The Bortezomib Signature’s performance was not perfect; it misclassified three clones not included in the training dataset. Interestingly, one of the misclassified clones (BZ06) had reduced sensitivity to mitoxantrone as well as bortezomib. Given the considerable genetic heterogeneity in this mismatch repair-deficient HCT116 cell line (Glaab and Tindall, 1997; Umar et al., 1994), it is possible that some misclassified clones have orthogonal mechanisms of resistance or unrelated mutations contributing to their morphological profiles.

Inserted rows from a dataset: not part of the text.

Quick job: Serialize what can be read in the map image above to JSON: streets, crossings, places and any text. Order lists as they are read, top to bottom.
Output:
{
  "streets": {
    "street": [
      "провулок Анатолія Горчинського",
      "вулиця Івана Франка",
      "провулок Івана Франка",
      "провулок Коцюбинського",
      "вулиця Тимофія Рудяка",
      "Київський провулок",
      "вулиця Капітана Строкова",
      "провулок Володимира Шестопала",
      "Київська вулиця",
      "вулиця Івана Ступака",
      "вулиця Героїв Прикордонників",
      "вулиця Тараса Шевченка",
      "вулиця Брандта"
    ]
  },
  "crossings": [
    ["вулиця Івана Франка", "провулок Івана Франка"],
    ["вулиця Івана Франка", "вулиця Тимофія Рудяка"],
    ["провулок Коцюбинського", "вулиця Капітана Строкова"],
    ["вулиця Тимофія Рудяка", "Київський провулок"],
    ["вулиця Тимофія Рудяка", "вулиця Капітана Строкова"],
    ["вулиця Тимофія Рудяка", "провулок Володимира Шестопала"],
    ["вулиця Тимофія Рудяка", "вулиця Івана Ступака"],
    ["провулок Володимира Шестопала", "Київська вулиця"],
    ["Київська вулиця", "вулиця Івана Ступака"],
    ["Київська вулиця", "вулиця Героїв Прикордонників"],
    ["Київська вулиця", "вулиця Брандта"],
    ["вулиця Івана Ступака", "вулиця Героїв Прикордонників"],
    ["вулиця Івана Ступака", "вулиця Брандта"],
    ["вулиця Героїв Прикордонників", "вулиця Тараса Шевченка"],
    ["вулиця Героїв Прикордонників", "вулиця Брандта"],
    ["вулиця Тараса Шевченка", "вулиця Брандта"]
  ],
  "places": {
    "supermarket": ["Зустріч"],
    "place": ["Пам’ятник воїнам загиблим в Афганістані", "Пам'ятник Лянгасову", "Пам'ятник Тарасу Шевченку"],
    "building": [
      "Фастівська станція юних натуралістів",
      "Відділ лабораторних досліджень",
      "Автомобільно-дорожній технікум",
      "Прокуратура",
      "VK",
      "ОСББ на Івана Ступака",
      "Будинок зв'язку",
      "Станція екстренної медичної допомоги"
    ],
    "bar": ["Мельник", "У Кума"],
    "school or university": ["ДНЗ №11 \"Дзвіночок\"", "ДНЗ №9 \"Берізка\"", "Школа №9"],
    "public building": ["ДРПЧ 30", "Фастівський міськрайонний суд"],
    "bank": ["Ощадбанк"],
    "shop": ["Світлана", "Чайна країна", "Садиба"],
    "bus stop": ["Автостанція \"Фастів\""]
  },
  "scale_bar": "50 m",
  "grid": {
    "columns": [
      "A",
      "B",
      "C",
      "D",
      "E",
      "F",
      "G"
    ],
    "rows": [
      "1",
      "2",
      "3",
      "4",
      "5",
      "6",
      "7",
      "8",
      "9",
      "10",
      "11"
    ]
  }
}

Targeted sequencing of the PSMB5 proteasome subunit in bortezomib-resistant clones may provide information regarding origins of these misclassifications, as multiple mutations have been identified in bortezomib-resistant clones (Wacker et al., 2012). Determining the underlying reason for the misclassification of bortezomib-sensitive clones would require further studies.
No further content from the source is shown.